[WHAT IS BEING ASKED] Down to the last character, transcribe every record.
######
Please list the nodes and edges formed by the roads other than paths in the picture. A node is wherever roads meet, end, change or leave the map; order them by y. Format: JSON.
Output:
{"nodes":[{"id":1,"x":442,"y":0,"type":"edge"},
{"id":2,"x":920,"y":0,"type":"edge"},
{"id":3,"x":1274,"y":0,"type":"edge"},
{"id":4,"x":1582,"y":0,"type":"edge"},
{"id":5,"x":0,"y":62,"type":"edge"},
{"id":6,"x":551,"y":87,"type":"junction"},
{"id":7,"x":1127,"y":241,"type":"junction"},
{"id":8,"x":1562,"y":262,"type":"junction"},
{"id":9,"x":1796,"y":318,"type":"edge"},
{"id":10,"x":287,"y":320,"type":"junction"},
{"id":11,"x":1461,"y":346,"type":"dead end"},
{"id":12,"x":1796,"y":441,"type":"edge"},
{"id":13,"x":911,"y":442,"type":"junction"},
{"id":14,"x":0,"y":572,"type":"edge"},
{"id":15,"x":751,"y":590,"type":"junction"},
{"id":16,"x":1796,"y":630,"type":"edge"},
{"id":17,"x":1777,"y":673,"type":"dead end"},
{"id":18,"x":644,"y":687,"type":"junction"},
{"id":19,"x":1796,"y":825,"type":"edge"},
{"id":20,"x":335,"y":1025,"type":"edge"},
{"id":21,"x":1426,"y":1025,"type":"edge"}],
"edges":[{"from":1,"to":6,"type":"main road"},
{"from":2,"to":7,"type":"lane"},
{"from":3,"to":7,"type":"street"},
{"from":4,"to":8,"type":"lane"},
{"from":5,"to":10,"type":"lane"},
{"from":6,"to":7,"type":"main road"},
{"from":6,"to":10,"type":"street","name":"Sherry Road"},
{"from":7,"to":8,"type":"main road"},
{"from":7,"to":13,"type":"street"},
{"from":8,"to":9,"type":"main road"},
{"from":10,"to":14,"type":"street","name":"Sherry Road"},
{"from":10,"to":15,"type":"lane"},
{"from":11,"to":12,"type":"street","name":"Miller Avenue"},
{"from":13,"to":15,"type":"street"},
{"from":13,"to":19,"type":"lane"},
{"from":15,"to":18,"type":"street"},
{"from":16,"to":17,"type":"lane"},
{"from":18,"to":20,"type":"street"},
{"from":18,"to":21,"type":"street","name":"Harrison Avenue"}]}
######
[COMPLETED EXERCISE]
Please list the nodes and edges formed by the roads other than paths in the picture. A node is wherever roads meet, end, change or leave the map; order them by y. Format: JSON.
Output:
{"nodes":[{"id":1,"x":442,"y":0,"type":"edge"},
{"id":2,"x":920,"y":0,"type":"edge"},
{"id":3,"x":1274,"y":0,"type":"edge"},
{"id":4,"x":1582,"y":0,"type":"edge"},
{"id":5,"x":0,"y":62,"type":"edge"},
{"id":6,"x":551,"y":87,"type":"junction"},
{"id":7,"x":1127,"y":241,"type":"junction"},
{"id":8,"x":1562,"y":262,"type":"junction"},
{"id":9,"x":1796,"y":318,"type":"edge"},
{"id":10,"x":287,"y":320,"type":"junction"},
{"id":11,"x":1461,"y":346,"type":"dead end"},
{"id":12,"x":1796,"y":441,"type":"edge"},
{"id":13,"x":911,"y":442,"type":"junction"},
{"id":14,"x":0,"y":572,"type":"edge"},
{"id":15,"x":751,"y":590,"type":"junction"},
{"id":16,"x":1796,"y":630,"type":"edge"},
{"id":17,"x":1777,"y":673,"type":"dead end"},
{"id":18,"x":644,"y":687,"type":"junction"},
{"id":19,"x":1796,"y":825,"type":"edge"},
{"id":20,"x":335,"y":1025,"type":"edge"},
{"id":21,"x":1426,"y":1025,"type":"edge"}],
"edges":[{"from":1,"to":6,"type":"main road"},
{"from":2,"to":7,"type":"lane"},
{"from":3,"to":7,"type":"street"},
{"from":4,"to":8,"type":"lane"},
{"from":5,"to":10,"type":"lane"},
{"from":6,"to":7,"type":"main road"},
{"from":6,"to":10,"type":"street","name":"Sherry Road"},
{"from":7,"to":8,"type":"main road"},
{"from":7,"to":13,"type":"street"},
{"from":8,"to":9,"type":"main road"},
{"from":10,"to":14,"type":"street","name":"Sherry Road"},
{"from":10,"to":15,"type":"lane"},
{"from":11,"to":12,"type":"street","name":"Miller Avenue"},
{"from":13,"to":15,"type":"street"},
{"from":13,"to":19,"type":"lane"},
{"from":15,"to":18,"type":"street"},
{"from":16,"to":17,"type":"lane"},
{"from":18,"to":20,"type":"street"},
{"from":18,"to":21,"type":"street","name":"Harrison Avenue"}]}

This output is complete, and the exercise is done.